- _What you need to do_:
Look through the records that follow. Copy every line containing the word "leave".

- _Given records_:
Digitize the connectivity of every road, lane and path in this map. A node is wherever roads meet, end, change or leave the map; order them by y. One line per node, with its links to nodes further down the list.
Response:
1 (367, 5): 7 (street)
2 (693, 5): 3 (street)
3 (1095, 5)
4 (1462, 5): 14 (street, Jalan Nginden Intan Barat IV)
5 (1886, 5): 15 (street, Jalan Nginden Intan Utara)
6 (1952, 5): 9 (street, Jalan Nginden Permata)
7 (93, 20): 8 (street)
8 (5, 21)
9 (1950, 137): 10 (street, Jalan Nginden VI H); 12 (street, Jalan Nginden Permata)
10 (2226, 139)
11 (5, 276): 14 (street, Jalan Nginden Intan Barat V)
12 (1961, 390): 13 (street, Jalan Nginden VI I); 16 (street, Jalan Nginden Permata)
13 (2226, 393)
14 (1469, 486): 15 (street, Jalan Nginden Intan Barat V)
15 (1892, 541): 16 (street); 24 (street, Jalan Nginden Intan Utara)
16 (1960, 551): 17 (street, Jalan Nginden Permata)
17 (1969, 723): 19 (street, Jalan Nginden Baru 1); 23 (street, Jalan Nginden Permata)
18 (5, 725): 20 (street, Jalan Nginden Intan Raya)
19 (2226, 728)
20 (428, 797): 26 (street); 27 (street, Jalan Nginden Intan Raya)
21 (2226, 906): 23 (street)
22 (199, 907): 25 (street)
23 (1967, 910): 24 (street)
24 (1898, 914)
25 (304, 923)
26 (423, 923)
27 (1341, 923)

==

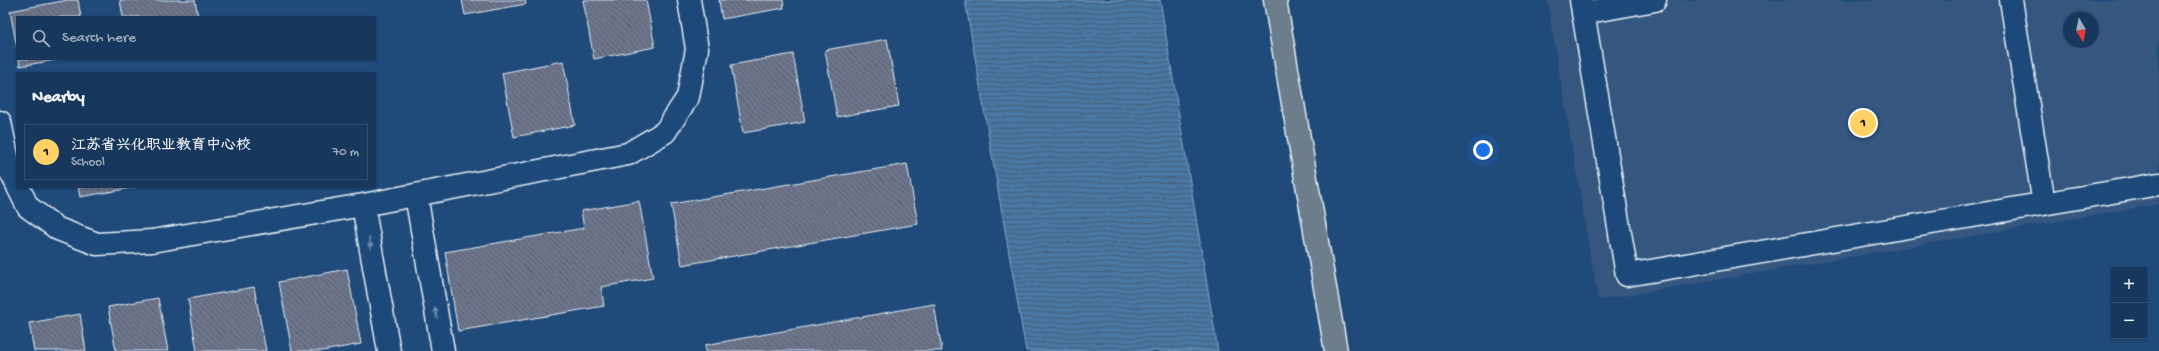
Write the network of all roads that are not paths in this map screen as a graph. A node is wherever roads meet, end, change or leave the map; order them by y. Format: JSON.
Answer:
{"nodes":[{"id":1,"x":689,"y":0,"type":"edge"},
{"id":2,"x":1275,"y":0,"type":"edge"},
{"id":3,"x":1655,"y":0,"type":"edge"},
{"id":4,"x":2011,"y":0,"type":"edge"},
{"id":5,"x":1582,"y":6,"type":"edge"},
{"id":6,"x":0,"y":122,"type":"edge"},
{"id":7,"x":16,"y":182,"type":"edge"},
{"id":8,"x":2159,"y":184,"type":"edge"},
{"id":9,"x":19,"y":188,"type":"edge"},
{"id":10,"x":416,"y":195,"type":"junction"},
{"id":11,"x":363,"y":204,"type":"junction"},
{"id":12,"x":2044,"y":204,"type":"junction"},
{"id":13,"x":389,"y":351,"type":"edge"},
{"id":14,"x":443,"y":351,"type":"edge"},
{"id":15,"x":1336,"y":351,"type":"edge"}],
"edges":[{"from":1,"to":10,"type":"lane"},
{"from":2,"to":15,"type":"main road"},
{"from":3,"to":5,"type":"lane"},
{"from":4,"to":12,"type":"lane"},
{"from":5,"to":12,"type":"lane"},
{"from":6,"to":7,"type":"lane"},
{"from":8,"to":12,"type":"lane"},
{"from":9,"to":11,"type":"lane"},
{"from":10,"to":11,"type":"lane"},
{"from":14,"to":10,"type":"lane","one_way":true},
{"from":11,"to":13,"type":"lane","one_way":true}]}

- _Reply_:
Digitize the connectivity of every road, lane and path in this map. A node is wherever roads meet, end, change or leave the map; order them by y. One line per node, with its links to nodes further down the list.
Write the network of all roads that are not paths in this map screen as a graph. A node is wherever roads meet, end, change or leave the map; order them by y. Format: JSON.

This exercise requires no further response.